I have strings like this example

"BODY: 88% RECYCLED POLYESTER, 12% ELASTANE GUSSET LINING: 91% COTTON, 9% ELASTANE EXCLUSIVE OF DECORATION"

And I want to split them so that a word with a colon starts a new list item, while keeping that colon word

["BODY: 77% RECYCLED POLYESTER, 23% ELASTANE", "MESH: 84% POLYAMIDE, 16% ELASTANE EXCLUSIVE OF DECORATION"]

I came up with

re.split("\s(\w+:.+)", p)

But this returns an empty string at the end and I'm not sure why

['BODY: 77% RECYCLED POLYESTER, 23% ELASTANE', 'MESH: 84% POLYAMIDE, 16% ELASTANE EXCLUSIVE OF DECORATION', '']
tape74
  • 75
  • 1
  • 9
  • 1
    Does this answer your question? [Split by regex without resulting empty strings in Python](https://stackoverflow.com/questions/30933216/split-by-regex-without-resulting-empty-strings-in-python) – Charles Dupont May 11 '21 at 22:52

1 Answers1

2

You can use re.split(r"\s(?=\w+:)", s).
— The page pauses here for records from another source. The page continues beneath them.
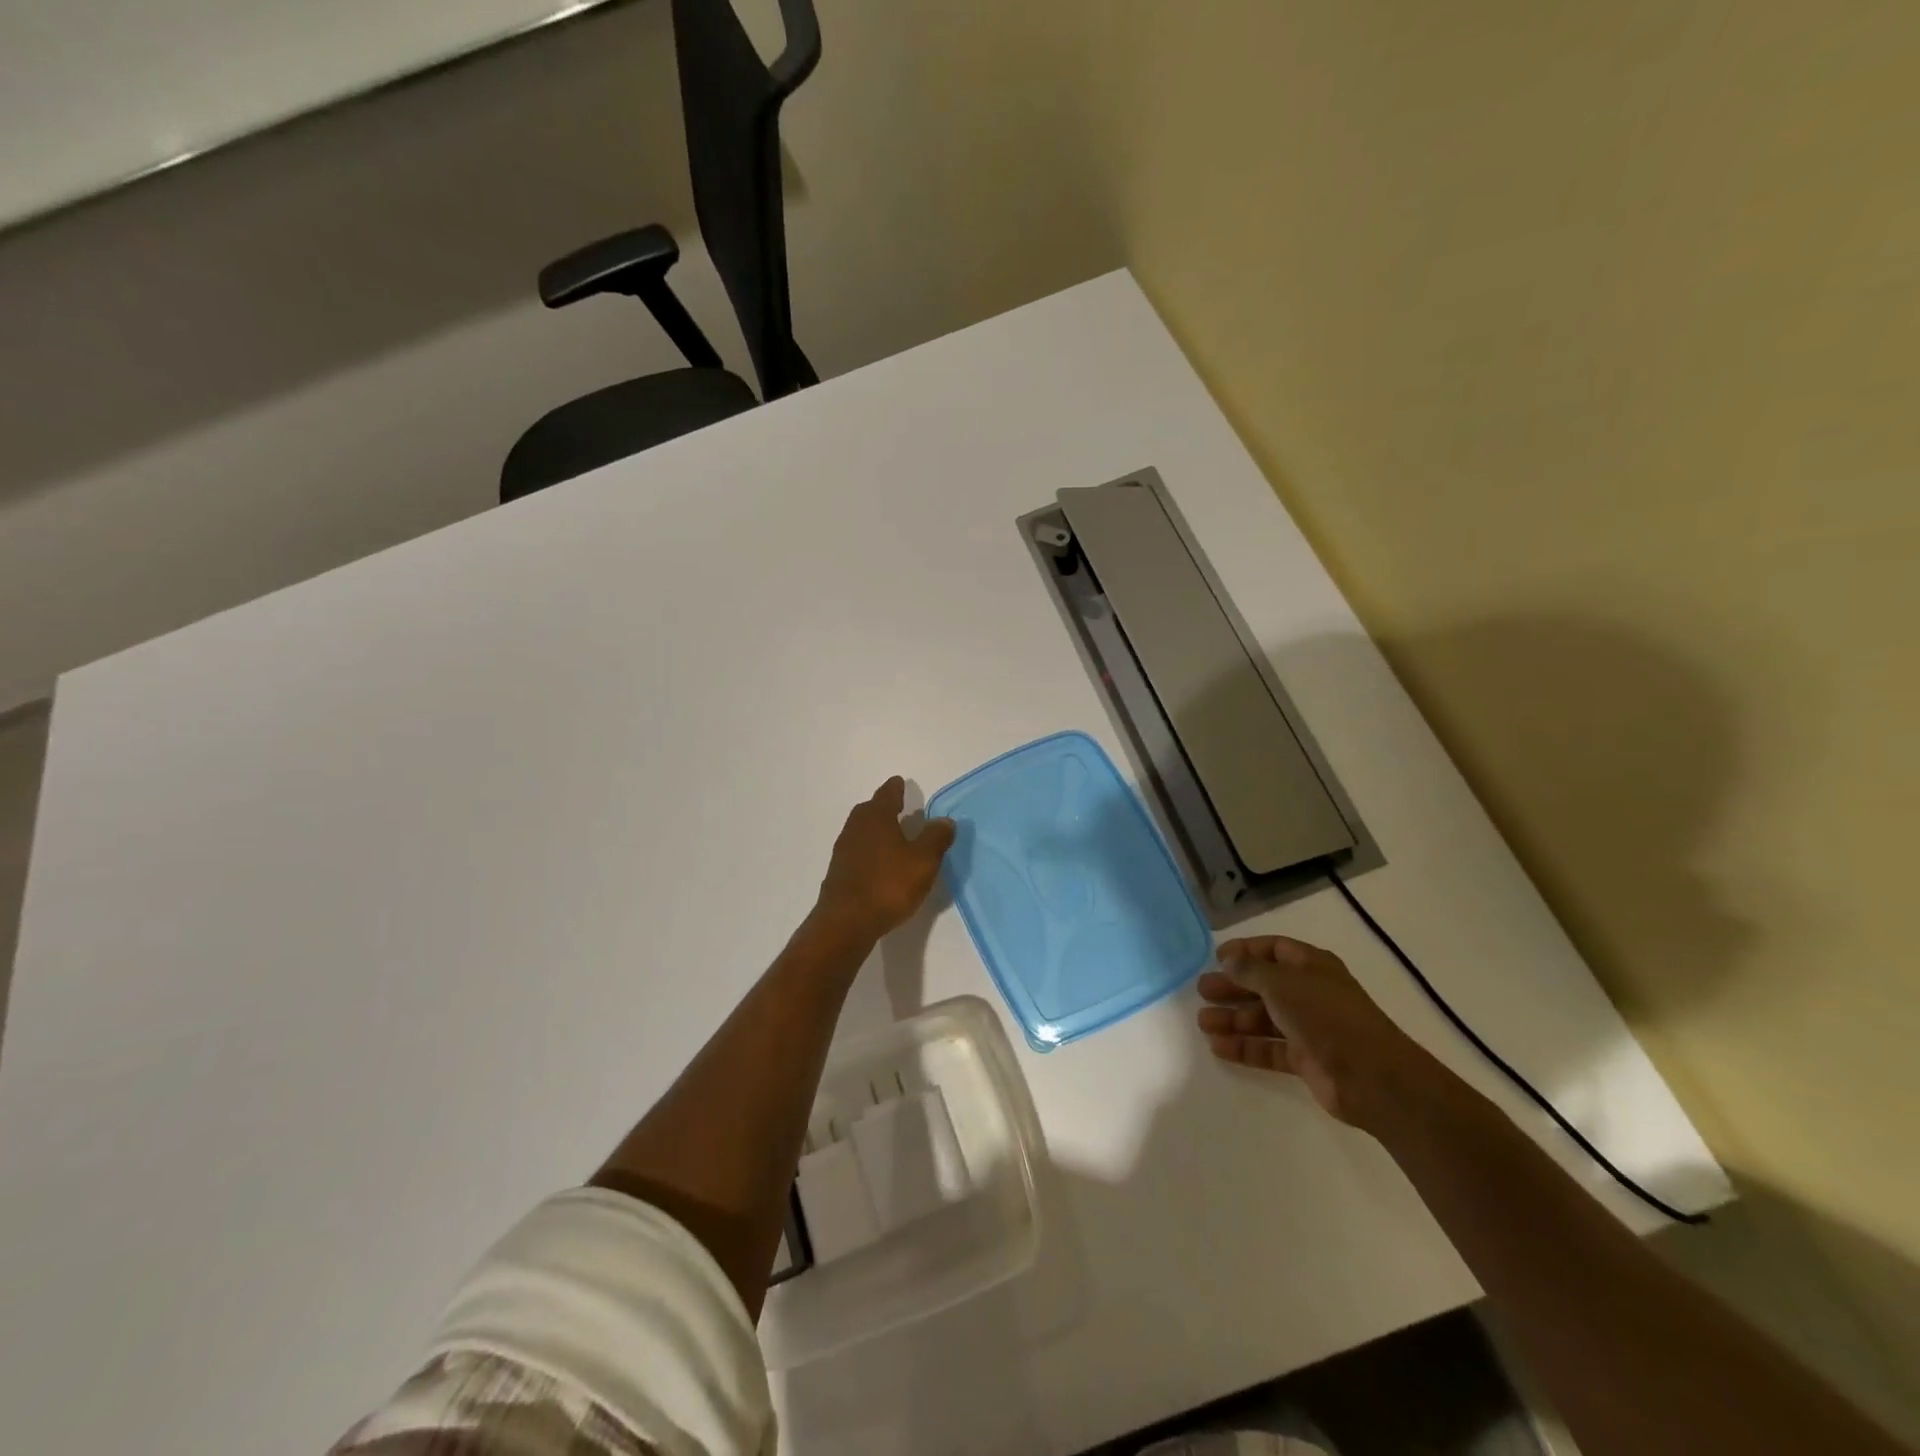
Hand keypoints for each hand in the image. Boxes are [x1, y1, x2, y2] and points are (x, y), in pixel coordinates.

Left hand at [814, 778, 956, 942]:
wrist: (846, 922)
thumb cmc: (888, 885)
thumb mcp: (923, 861)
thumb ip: (935, 838)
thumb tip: (944, 820)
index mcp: (876, 817)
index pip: (887, 794)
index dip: (896, 788)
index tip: (900, 782)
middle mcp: (856, 827)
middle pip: (869, 810)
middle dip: (883, 807)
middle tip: (898, 807)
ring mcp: (844, 850)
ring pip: (861, 831)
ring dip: (876, 830)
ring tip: (892, 836)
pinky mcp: (839, 873)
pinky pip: (857, 852)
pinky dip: (869, 851)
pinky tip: (880, 864)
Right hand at [1197, 936, 1446, 1131]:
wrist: (1371, 1076)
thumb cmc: (1325, 1015)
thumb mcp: (1281, 982)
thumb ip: (1250, 970)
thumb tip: (1229, 961)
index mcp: (1311, 966)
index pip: (1274, 949)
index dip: (1245, 951)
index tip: (1216, 958)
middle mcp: (1310, 993)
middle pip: (1264, 985)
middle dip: (1233, 988)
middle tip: (1201, 991)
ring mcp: (1309, 1028)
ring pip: (1264, 1019)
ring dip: (1233, 1019)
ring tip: (1203, 1023)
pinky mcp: (1307, 1060)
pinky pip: (1269, 1049)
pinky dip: (1245, 1048)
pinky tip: (1219, 1048)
I added a lookahead ?= to ensure the split occurs only on the space character that has the \w+: pattern following it.

The original attempt includes the entire pattern in the split group leading to undesirable results (if you include multiple word: groups, you'll see there are bigger problems than just the trailing empty string).

Here's a comparison:

>>> s = "foo: bar bar baz: asdfa sdfasd quux: zzzz"
>>> #                ^                 ^
>>> # we want to split on the highlighted space characters above
>>>
>>> re.split(r"\s(\w+:.+)", s) # incorrect
['foo: bar bar', 'baz: asdfa sdfasd quux: zzzz', '']
>>> re.split(r"\s(?=\w+:)", s) # correct
['foo: bar bar', 'baz: asdfa sdfasd', 'quux: zzzz']

If you want to handle splitting on multiple spaces, you can use r"\s+(?=\w+:)".

Note also raw strings should be used for all regex literals to ensure nothing is inadvertently escaped.

ggorlen
  • 44,755
  • 7
  • 76
  • 106